[Dataset entries]
*** Begin section ***
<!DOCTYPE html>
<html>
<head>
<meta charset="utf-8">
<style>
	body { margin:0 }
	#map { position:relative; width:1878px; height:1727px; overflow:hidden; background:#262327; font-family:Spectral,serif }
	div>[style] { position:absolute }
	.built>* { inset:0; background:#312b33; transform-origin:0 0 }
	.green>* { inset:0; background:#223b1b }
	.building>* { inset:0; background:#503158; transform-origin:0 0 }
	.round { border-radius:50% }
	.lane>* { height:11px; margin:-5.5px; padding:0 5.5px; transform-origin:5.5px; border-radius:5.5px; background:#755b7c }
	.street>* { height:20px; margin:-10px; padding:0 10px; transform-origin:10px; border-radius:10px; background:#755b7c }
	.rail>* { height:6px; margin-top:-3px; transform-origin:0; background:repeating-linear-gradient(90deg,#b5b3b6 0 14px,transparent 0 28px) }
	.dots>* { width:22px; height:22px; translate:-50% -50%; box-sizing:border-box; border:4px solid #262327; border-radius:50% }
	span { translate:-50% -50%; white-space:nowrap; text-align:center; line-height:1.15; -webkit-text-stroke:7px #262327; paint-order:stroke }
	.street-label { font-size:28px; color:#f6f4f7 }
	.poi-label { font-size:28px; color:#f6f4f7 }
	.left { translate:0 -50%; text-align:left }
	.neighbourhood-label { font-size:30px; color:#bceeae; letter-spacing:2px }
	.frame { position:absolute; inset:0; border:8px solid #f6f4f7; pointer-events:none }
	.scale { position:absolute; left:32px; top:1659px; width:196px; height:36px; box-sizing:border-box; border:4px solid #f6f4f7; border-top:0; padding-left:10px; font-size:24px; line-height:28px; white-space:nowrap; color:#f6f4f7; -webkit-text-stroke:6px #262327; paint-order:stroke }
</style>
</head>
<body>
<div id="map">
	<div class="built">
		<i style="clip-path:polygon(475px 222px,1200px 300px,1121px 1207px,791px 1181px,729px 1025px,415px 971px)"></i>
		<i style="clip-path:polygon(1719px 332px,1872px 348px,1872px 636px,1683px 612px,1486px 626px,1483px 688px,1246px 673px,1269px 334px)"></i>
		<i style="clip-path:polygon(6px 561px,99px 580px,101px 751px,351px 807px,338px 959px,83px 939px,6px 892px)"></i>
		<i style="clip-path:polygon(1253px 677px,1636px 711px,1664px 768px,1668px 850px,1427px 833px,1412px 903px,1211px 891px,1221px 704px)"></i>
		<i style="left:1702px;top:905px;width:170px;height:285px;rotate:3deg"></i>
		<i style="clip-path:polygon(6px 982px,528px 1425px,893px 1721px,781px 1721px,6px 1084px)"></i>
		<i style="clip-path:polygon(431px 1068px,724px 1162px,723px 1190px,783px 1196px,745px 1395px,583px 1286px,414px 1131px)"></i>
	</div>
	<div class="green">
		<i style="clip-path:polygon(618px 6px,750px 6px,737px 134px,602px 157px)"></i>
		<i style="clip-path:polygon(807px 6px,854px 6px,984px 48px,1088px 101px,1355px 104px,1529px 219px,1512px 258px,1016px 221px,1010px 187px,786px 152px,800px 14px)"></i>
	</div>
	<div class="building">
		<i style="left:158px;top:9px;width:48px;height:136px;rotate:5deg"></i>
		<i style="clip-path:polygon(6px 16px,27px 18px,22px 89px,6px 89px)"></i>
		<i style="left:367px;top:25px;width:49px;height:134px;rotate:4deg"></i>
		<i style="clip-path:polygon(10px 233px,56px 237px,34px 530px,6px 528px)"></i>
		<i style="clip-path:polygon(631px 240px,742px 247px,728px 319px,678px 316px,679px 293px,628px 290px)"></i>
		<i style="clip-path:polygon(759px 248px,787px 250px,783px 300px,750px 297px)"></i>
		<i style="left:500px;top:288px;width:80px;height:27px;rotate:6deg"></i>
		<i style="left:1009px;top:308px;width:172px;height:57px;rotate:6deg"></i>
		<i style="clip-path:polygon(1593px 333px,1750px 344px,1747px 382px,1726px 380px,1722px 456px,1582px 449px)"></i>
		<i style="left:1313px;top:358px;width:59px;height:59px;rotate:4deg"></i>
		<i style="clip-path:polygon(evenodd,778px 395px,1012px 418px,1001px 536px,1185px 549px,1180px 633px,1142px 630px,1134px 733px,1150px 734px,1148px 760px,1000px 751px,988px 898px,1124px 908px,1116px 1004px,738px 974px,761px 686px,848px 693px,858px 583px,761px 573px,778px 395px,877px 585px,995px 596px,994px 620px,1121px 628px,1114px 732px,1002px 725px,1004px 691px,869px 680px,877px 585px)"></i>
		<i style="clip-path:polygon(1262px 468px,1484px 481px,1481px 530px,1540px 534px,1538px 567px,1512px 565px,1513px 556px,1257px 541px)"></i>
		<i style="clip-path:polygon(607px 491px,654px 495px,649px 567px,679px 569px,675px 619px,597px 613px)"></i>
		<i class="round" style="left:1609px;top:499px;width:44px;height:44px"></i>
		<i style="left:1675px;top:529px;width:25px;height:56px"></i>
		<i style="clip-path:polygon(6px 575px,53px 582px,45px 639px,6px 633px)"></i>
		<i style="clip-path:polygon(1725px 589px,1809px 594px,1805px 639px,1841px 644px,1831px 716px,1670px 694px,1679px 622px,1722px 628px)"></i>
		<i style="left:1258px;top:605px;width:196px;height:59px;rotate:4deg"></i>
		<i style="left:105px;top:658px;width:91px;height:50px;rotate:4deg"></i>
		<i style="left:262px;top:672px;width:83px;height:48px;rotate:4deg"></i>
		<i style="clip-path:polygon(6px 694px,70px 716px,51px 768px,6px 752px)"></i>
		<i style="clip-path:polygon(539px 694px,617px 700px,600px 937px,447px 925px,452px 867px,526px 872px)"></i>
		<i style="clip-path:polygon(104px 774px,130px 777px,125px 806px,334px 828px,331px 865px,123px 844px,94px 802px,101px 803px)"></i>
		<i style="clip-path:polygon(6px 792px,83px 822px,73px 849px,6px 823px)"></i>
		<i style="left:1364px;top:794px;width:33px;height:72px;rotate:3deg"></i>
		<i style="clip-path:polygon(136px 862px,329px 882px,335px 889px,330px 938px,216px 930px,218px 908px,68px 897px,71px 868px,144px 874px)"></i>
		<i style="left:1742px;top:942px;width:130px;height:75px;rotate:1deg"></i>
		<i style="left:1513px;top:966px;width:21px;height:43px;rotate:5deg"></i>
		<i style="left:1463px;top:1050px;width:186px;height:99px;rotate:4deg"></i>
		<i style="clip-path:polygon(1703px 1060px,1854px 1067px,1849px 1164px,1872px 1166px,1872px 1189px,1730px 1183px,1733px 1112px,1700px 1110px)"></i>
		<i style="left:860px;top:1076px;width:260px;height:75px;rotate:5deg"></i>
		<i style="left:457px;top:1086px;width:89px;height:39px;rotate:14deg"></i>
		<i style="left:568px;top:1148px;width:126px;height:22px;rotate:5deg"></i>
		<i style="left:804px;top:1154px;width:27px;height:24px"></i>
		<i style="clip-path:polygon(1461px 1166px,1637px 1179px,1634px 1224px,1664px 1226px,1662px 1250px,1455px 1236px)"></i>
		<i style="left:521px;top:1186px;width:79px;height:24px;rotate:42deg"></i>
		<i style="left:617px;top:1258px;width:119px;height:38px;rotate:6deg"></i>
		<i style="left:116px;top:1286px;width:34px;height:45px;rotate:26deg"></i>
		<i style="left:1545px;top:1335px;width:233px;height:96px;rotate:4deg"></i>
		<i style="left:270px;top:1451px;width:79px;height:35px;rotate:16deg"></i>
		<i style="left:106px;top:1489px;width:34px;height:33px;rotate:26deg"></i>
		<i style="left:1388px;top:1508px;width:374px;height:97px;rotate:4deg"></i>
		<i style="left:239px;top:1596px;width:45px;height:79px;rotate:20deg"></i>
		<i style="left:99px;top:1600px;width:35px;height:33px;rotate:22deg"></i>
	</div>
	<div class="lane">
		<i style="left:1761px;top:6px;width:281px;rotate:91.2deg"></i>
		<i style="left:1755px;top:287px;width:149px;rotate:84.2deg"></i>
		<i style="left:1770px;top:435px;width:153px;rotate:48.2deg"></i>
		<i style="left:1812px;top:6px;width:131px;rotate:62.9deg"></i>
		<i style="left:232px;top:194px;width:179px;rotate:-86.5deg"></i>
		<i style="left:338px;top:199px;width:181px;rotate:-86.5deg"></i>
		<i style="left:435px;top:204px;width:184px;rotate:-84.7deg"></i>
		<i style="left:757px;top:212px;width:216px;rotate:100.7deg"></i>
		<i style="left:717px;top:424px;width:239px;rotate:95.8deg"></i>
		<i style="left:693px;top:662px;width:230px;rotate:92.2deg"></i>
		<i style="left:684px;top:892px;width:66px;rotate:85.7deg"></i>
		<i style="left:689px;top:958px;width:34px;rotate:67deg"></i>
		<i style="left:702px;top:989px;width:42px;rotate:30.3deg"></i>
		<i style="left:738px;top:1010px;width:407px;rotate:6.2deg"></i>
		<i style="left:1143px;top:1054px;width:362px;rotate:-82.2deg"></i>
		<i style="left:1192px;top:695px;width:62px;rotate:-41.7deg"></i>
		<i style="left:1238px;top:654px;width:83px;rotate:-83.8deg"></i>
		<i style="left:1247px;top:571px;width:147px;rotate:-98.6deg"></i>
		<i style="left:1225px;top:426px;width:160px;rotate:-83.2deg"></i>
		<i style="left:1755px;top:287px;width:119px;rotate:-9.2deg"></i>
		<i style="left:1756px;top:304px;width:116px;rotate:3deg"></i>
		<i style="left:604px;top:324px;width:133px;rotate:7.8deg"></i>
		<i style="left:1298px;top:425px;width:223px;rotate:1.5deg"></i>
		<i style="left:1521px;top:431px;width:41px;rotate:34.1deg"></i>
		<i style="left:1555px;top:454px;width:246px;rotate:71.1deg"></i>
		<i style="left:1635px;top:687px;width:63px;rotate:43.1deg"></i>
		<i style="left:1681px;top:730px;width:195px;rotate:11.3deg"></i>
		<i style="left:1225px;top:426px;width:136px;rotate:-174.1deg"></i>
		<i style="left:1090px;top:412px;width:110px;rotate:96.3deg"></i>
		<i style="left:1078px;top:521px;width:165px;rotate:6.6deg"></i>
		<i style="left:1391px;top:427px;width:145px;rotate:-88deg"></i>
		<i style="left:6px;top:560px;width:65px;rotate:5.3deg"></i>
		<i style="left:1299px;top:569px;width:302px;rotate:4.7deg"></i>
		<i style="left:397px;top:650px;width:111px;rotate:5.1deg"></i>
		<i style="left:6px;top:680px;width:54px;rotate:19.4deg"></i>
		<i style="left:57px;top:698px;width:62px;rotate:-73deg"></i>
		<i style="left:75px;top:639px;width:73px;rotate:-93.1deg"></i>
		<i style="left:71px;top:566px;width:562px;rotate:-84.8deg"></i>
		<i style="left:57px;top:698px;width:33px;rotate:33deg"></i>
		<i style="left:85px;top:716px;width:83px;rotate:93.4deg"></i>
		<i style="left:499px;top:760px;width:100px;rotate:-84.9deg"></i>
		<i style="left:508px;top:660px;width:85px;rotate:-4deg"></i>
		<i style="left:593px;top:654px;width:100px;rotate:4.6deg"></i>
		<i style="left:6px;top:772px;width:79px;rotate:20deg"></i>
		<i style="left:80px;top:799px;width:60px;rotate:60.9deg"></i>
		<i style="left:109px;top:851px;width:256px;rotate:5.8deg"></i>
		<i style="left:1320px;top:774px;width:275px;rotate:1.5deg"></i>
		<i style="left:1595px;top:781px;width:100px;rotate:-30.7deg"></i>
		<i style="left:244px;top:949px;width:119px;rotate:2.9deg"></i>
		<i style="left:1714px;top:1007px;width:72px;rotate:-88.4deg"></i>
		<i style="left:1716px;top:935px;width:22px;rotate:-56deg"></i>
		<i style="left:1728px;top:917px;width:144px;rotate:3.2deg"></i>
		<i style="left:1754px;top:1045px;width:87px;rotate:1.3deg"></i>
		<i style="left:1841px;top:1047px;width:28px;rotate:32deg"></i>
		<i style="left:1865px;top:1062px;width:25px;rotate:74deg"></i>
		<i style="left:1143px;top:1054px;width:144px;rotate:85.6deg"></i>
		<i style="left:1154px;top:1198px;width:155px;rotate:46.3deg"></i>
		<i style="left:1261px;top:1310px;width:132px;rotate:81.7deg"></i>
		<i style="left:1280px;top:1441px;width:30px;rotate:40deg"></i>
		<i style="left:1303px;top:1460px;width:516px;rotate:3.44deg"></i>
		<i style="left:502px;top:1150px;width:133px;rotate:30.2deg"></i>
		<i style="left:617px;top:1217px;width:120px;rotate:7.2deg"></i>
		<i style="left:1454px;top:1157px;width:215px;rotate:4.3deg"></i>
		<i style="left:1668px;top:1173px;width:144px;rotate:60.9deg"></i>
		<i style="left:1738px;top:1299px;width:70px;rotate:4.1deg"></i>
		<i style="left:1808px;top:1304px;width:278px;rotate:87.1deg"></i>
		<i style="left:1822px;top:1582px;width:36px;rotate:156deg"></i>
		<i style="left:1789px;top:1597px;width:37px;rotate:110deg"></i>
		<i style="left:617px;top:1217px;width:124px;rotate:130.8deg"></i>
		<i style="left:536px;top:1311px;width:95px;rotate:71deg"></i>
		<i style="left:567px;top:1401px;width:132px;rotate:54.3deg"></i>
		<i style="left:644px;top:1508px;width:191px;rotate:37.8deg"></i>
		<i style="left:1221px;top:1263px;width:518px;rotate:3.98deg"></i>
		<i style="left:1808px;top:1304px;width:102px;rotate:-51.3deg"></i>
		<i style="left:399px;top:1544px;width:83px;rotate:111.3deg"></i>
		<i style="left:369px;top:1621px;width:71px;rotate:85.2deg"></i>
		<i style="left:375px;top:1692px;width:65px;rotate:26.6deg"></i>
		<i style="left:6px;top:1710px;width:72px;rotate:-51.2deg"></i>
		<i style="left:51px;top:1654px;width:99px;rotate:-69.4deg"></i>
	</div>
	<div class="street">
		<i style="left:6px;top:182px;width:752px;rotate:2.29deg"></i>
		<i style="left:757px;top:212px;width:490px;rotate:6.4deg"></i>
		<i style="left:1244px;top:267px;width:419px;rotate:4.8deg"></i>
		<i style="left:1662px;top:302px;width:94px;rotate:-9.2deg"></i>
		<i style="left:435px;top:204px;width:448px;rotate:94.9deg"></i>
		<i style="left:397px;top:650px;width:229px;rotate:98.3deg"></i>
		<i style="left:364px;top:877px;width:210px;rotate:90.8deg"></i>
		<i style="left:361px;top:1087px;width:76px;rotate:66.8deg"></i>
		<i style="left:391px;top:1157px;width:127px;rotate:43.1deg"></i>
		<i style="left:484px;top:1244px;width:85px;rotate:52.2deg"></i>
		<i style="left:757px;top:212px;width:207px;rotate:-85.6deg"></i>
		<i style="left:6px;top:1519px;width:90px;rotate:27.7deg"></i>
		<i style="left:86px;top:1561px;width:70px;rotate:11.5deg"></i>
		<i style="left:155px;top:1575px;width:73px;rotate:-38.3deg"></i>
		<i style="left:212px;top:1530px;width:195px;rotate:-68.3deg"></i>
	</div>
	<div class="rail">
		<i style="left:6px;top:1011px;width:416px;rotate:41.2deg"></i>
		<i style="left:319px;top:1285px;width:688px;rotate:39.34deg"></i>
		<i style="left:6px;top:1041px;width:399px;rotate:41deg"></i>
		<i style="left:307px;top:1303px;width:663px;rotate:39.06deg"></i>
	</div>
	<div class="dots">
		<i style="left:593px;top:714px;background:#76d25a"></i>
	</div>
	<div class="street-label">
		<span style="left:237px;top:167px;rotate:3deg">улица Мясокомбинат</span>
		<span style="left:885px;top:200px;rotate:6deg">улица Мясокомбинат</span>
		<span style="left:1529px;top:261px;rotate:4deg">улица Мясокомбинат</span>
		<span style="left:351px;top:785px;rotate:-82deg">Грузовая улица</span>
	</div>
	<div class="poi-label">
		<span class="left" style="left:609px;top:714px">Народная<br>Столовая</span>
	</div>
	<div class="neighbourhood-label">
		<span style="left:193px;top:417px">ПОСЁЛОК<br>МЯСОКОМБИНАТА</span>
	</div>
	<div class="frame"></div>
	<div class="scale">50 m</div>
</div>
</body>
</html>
*** End section ***
Exercise prompt | Exactly as they stand, please print the lines from the first line of the records above down to the line that includes "width:22px; height:22px; translate:-50%", both of those included and no others.

Result |
<!DOCTYPE html>
<html>
<head>
<meta charset="utf-8">
<style>
	body { margin:0 }
	#map { position:relative; width:1878px; height:1727px; overflow:hidden; background:#262327; font-family:Spectral,serif }
	div>[style] { position:absolute }
	.built>* { inset:0; background:#312b33; transform-origin:0 0 }
	.green>* { inset:0; background:#223b1b }
	.building>* { inset:0; background:#503158; transform-origin:0 0 }
	.round { border-radius:50% }
	.lane>* { height:11px; margin:-5.5px; padding:0 5.5px; transform-origin:5.5px; border-radius:5.5px; background:#755b7c }
	.street>* { height:20px; margin:-10px; padding:0 10px; transform-origin:10px; border-radius:10px; background:#755b7c }
	.rail>* { height:6px; margin-top:-3px; transform-origin:0; background:repeating-linear-gradient(90deg,#b5b3b6 0 14px,transparent 0 28px) }
	.dots>* { width:22px; height:22px; translate:-50% -50%; box-sizing:border-box; border:4px solid #262327; border-radius:50% }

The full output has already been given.